— LISTED RECORDS —
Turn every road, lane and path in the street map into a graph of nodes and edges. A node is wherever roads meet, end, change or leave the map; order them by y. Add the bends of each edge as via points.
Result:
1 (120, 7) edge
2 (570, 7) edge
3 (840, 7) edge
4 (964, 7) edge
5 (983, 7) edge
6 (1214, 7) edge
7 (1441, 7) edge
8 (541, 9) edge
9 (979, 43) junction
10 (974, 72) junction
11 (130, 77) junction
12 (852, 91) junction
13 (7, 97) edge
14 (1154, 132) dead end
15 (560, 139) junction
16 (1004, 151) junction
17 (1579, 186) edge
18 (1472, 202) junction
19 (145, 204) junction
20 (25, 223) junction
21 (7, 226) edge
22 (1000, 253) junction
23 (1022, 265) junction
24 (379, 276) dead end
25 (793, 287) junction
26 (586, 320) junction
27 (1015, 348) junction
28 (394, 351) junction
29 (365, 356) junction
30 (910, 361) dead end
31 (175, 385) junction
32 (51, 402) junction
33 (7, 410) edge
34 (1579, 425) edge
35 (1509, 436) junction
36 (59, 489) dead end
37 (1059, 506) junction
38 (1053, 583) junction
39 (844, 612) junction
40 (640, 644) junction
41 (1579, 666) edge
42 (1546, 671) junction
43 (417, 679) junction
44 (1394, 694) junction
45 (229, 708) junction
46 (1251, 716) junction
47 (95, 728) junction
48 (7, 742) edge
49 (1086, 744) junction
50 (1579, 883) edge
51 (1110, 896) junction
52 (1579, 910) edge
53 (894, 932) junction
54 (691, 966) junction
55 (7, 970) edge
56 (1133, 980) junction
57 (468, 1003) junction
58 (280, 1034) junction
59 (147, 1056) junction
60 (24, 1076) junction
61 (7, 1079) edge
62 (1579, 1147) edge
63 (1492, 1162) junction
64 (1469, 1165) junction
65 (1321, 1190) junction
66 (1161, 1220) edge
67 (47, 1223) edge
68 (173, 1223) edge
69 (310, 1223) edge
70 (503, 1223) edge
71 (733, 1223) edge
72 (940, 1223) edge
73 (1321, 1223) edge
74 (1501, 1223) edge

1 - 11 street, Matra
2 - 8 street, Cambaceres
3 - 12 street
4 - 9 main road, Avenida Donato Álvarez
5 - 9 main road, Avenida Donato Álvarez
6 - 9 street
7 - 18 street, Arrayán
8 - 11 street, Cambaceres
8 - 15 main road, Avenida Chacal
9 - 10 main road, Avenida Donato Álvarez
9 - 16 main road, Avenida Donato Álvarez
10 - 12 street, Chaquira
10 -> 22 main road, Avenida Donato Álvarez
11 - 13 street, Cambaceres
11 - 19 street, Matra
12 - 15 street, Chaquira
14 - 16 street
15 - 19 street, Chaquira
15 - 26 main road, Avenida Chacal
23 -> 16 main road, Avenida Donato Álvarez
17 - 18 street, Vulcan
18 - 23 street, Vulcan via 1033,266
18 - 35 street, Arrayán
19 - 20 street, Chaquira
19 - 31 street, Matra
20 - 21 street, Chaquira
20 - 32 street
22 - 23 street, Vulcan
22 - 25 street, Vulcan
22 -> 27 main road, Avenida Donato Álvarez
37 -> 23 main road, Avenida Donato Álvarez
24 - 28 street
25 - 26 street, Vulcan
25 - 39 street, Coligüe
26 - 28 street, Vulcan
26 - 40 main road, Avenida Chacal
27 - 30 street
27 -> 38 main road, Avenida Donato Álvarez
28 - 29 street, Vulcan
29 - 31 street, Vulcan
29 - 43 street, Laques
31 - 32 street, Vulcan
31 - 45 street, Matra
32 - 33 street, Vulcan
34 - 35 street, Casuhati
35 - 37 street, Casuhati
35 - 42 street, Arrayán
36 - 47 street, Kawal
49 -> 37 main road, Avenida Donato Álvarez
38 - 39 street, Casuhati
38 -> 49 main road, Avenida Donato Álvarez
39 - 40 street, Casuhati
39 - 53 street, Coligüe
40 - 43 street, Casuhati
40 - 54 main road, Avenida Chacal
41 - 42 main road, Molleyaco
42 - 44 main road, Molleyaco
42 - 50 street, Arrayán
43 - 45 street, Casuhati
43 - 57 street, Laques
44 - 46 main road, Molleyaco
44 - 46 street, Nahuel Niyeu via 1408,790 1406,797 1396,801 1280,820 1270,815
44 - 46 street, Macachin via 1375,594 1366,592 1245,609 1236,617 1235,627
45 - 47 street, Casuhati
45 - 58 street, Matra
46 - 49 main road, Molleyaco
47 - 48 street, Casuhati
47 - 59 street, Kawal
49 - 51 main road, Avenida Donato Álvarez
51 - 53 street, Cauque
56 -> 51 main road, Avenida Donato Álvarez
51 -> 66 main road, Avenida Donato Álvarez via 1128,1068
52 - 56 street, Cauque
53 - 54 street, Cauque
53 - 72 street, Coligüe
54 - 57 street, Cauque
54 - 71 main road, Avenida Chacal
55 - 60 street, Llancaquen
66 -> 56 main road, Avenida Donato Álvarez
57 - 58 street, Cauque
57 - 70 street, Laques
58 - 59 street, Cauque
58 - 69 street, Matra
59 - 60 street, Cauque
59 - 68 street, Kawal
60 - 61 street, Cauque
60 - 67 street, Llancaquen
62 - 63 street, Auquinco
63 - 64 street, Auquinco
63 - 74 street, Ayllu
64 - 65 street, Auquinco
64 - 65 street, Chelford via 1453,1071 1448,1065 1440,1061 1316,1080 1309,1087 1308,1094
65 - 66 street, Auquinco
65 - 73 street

— WORK REQUEST —
The records are given above. Copy each line in them that holds "Auquinco".

— RESULT —
62 - 63 street, Auquinco
63 - 64 street, Auquinco
64 - 65 street, Auquinco
65 - 66 street, Auquinco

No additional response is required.